Haywood, subject to completion of satisfactory due diligence, has agreed to act as sponsor in connection with the transaction. An agreement to sponsor should not be construed as any assurance with respect to the merits of the transaction or the likelihood of completion.

This news release does not constitute an offer to sell or the solicitation of an offer to buy the securities, or a solicitation of proxies, in any jurisdiction, including but not limited to, the United States. The Okalla Shares have not been and will not be registered under the United States Securities Act of 1933, as amended (the "U.S. Securities Act"), or any state securities laws and may not be offered or sold in the United States except in certain transactions exempt from the registration requirements of the U.S. Securities Act and applicable state securities laws.

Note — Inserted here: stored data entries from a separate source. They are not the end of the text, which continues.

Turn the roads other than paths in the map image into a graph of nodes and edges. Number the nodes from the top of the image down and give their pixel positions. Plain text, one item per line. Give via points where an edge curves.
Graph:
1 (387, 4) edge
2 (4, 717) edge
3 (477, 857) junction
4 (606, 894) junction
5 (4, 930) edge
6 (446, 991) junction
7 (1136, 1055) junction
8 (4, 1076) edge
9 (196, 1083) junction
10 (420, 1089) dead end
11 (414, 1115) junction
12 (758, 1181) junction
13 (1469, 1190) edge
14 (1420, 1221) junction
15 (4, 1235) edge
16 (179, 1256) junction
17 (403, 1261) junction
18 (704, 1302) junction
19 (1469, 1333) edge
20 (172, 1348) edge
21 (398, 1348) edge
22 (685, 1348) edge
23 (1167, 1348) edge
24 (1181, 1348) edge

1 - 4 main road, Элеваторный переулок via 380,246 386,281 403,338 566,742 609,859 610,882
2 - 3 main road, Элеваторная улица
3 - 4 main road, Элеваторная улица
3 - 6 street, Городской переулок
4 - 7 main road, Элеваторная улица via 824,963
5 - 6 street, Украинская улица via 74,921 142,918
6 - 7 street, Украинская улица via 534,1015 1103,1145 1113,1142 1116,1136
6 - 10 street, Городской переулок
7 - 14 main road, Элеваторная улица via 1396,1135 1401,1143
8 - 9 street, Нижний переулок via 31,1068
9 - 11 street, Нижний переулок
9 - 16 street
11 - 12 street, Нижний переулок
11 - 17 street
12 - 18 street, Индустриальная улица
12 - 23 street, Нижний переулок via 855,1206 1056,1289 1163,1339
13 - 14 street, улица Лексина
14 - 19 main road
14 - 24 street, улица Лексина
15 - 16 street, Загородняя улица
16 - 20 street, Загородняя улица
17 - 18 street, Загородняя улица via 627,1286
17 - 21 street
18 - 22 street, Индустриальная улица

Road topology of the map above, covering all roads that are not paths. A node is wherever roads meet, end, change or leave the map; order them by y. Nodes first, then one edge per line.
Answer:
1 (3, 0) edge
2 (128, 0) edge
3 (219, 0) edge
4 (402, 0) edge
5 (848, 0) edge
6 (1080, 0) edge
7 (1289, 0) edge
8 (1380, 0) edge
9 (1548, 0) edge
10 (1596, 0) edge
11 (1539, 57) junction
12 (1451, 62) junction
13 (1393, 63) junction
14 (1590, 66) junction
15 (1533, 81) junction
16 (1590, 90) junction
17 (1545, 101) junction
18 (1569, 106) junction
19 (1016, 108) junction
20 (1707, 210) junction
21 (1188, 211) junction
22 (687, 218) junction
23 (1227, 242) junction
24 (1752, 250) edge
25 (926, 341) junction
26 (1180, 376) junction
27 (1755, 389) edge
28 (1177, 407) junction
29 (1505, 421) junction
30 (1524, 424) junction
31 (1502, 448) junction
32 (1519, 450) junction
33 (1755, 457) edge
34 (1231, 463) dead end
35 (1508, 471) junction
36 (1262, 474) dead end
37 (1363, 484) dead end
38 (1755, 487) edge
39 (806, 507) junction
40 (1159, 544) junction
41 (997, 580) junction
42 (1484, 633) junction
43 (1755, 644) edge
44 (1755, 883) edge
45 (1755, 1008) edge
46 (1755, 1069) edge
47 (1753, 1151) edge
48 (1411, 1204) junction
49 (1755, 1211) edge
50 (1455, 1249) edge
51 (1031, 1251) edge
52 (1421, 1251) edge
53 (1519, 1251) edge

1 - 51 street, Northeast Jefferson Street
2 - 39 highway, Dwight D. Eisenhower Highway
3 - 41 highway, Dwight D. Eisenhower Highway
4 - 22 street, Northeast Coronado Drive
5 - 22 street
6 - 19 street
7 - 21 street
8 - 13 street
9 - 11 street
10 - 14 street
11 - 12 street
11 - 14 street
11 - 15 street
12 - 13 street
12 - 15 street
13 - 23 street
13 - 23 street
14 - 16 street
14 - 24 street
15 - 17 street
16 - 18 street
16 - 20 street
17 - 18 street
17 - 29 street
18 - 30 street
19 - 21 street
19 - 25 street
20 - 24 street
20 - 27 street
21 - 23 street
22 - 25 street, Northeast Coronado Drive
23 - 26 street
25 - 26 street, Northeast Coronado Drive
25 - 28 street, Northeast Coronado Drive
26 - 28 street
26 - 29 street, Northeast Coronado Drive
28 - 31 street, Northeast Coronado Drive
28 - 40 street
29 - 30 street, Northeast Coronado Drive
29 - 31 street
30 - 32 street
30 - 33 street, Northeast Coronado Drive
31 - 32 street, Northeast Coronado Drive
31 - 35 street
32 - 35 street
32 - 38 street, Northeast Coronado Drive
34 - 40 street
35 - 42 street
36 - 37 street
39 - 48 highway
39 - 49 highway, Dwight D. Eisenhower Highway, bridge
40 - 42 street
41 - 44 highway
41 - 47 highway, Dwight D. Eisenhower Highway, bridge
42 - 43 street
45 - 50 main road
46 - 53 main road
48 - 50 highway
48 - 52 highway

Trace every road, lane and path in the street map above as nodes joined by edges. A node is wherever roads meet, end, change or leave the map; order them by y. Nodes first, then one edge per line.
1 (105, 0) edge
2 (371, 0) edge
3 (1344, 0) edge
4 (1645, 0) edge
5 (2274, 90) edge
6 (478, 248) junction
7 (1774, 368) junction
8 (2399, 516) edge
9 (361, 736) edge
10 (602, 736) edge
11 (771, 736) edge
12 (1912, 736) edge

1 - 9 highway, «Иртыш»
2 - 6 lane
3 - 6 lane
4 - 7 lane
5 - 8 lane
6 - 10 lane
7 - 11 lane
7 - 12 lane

Except for the historical and present factual information contained herein, the matters set forth in this news release, including words such as "expects", "projects", "plans", "anticipates" and similar expressions, are forward-looking information that represents management of Okalla's internal projections, expectations or beliefs concerning, among other things, future operating results and various components thereof or the economic performance of Okalla. The projections, estimates and beliefs contained in such forward-looking statements necessarily involve known and unknown risks and uncertainties, which may cause Okalla's actual performance and financial results in future periods to differ materially from any projections of future performance or results expressed or implied by such forward-looking statements. These risks and uncertainties include, among other things, those described in Okalla's filings with the Canadian securities authorities. Accordingly, holders of Okalla shares and potential investors are cautioned that events or circumstances could cause results to differ materially from those predicted. Okalla disclaims any responsibility to update these forward-looking statements.

The TSX Venture Exchange has not reviewed and does not accept responsibility for the adequacy and accuracy of this release.